Der Unternehmer ist hinsichtlich der Höhe des Ausgleichsanspruchs an seine erste Abrechnung gebunden, wenn die fehlerhafte Berechnung auf ein Unternehmensinternum zurückzuführen ist, welches für den betroffenen Handelsvertreter nicht erkennbar gewesen ist.

Urteil des LG Hamburg 22. Zivilkammer vom 12.03.2019 – Aktz. 322 O 34/19

Die Richter gaben der Handelsvertreterin Recht, die einen Anspruch aus § 89b HGB in Höhe des Betrages aus der ersten Abrechnung der Beklagten eingeklagt hatte. Die Beklagte sei hinsichtlich der Höhe des Anspruchs an ihre erste Abrechnung gebunden.

Zwar ergebe sich diese Bindung nicht unmittelbar aus der zu Prognosefehlern ergangenen Rechtsprechung, da es vorliegend nicht um eine Prognose oder Ähnlichem (z.B. Schätzung) gehe, sondern um von beiden Parteien im Zeitpunkt der Berechnung nicht erkannten damaligen Tatumständen. Jedoch bestehe auch bei Prognosefehlern eine Bindung an die erste Berechnung auch dann, wenn der Prognosefehler auf Zugrundelegung falscher Tatsachen beruhe, denn die in die Prognose einzustellenden Umstände müssten ihrer Anlage nach bereits bei Vertragsende existieren. Maßgebend sei deshalb die Erkennbarkeit.

Dies zeige auch die Ausgleichsanspruch-Rechtsprechung zu Betriebseinstellungen nach Vertragsende. Ihr zufolge habe eine nachträgliche Betriebseinstellung eine Auswirkung auf den Anspruch nur, wenn sie bei Vertragsende absehbar gewesen sei; eine lediglich unternehmensinterne Beratung, die nach außen geheim bleibe, reiche nicht.

Zwar seien vorliegend den Parteien im Zeitpunkt der Berechnung sowohl die Berechnungsmaßstäbe, als auch die Berechnungsformeln, als auch die in die Formel einzusetzenden Beträge bekannt gewesen.
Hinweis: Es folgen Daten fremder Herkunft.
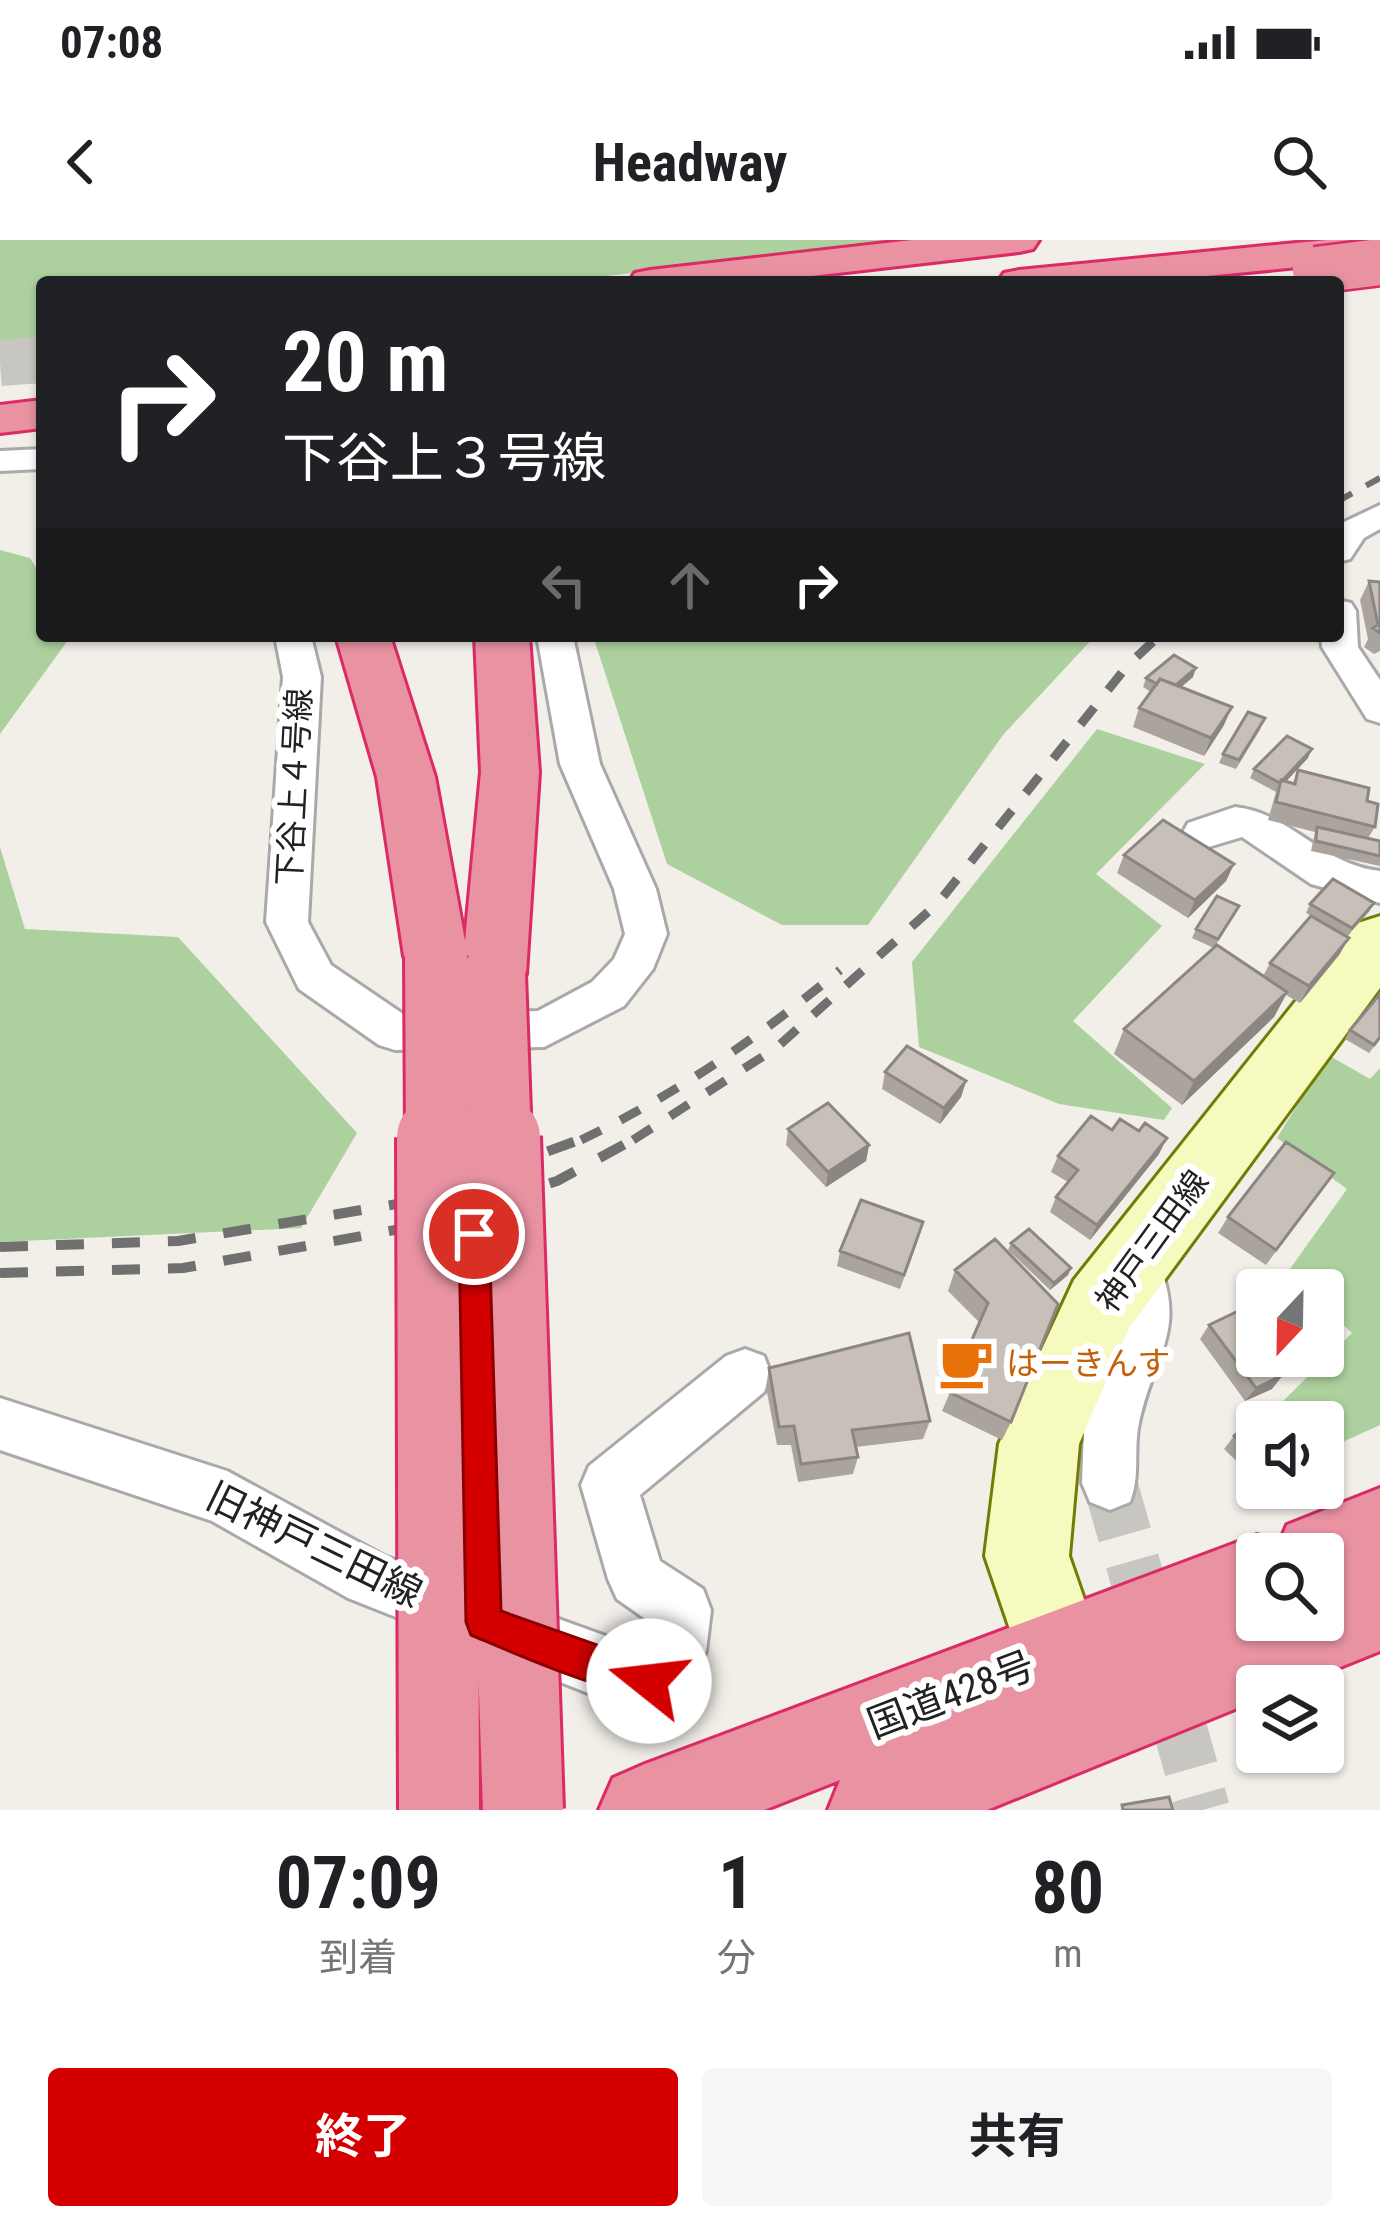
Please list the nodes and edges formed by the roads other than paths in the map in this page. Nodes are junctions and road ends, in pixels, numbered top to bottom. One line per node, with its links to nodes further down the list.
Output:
1 (1019, 240): 5 (highway)
2 (1225, 240): 6 (highway)
3 (1380, 254): 4 (highway, bridge)
4 (1317, 269): 7 (highway); 8 (highway)
5 (703, 276)
6 (916, 276)
7 (1157, 276)
8 (1266, 276)
9 (36, 389): 10 (highway)
10 (0, 392)
11 (36, 416): 12 (highway)
12 (0, 419)
13 (36, 438): 14 (highway)
14 (0, 440)
15 (36, 458): 16 (street)
16 (0, 461)
17 (1380, 515): 18 (street)
18 (1344, 542)
19 (294, 642): 30 (street, 下谷上４号線)
20 (365, 642): 30 (highway)
21 (401, 642): 30 (highway)
22 (461, 642): 30 (highway)
23 (502, 642): 30 (highway)
24 (556, 642): 30 (street, 下谷上４号線)
25 (1340, 642): 26 (street)
26 (1375, 689)
27 (1202, 833): 28 (street)
28 (1380, 887)
29 (1380, 940): 33 (street, 神戸三田線)
30 (473, 977): 31 (street); 43 (highway, bridge); 45 (highway, bridge)
31 (472, 1154)
32 (474, 1234): 41 (street)
33 (1134, 1262): 36 (street); 42 (street, 神戸三田線)
34 (745, 1374): 41 (street, 旧神戸三田線)
35 (0, 1424): 41 (street, 旧神戸三田線)
36 (1110, 1483)
37 (1380, 1529): 38 (highway)
38 (1344, 1543)
39 (1236, 1585): 42 (highway, 国道428号)
40 (1380, 1608): 47 (highway)
41 (484, 1622): 44 (street)
42 (1060, 1654): 46 (highway, 国道428号)
43 (439, 1810)
44 (504, 1810)
45 (524, 1810)
46 (645, 1810)
47 (874, 1810)

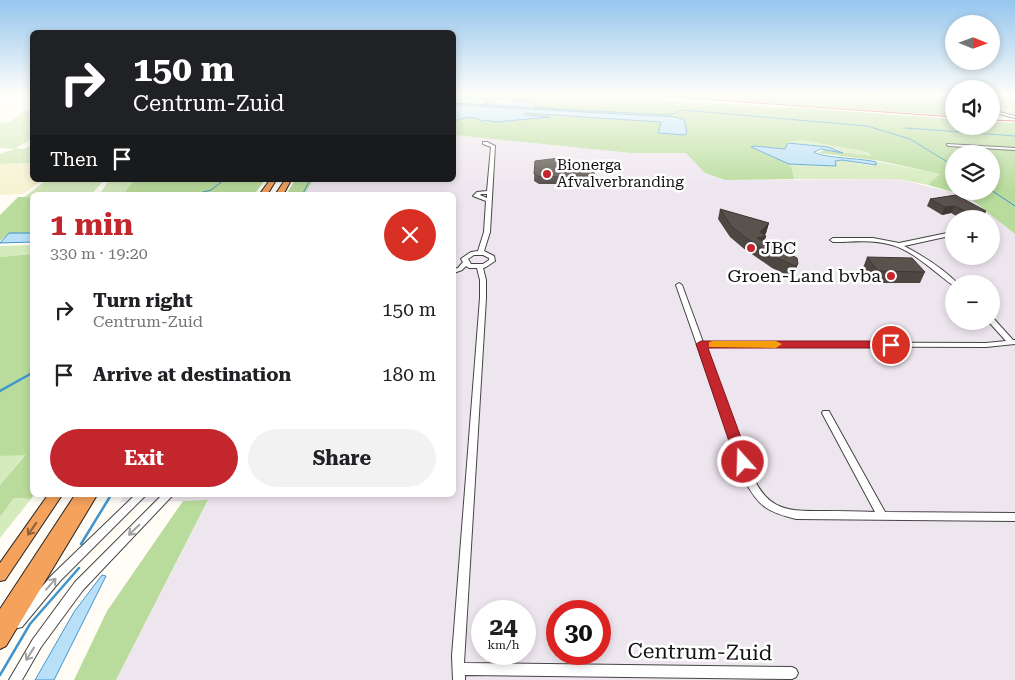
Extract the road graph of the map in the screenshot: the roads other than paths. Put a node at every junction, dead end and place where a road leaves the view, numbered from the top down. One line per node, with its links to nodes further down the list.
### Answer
1 (485, 143): 4 (street)
2 (1000, 148): 3 (street)
3 (1015, 149)
4 (490, 192): 5 (street); 5 (street)
5 (489, 200): 9 (street)
6 (945, 235): 8 (street)
7 (833, 240): 8 (street)
8 (898, 244): 14 (street)
9 (481, 252): 11 (street); 12 (street)
10 (456, 256): 11 (street)
11 (464, 261): 12 (street); 13 (street)
12 (480, 267): 33 (street, Centrum-Zuid)
13 (456, 270)
14 (945, 275)
15 (680, 285): 18 (street)
16 (1000, 330): 17 (street)
17 (1013, 342): 18 (street)
18 (701, 344): 25 (street)
19 (826, 413): 25 (street)
20 (54, 497): 27 (highway, one-way to 27)
21 (81, 497): 29 (highway)
22 (89, 497): 30 (highway)
23 (139, 497): 31 (street, one-way to 23)
24 (166, 497): 34 (street, one-way to 34)
25 (882, 516): 26 (street)
26 (1015, 517)
27 (4, 566): 28 (highway)
28 (0, 575)
29 (0, 622)
30 (0, 641)
31 (0, 649)
32 (792, 673): 33 (street, Centrum-Zuid)
33 (458, 675)
34 (15, 680)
Die sodann vorzunehmende Berechnung sei jedoch derart kompliziert, dass dafür ein Software-Programm erforderlich gewesen sei, und eine persönliche Nachrechnung durch die Parteien unterbleiben konnte. Dass dieses Software-Programm fehlerhaft gewesen sei oder fehlerhaft bedient worden sei, sei ein Unternehmensinternum der Beklagten im obigen Sinne, welches für die Klägerin erst recht nicht erkennbar gewesen sei.

Sinn der Ausschlussfrist nach § 89b Abs. 4 Satz 2 HGB sei eine möglichst rasche Klärung, um Rechtsfrieden bald nach Vertragsende eintreten zu lassen, eine vollständige mathematische Gerechtigkeit sei nicht erforderlich.

Selbst wenn die erste Abrechnung für die Beklagte nicht schon kraft Aufstellung durch die Beklagte bindend gewesen wäre, so sei sie es jedoch jedenfalls dadurch geworden, dass die Klägerin diese Abrechnung akzeptiert habe. Dadurch hätten die Parteien sich konkludent auf das Ergebnis dieser Abrechnung geeinigt.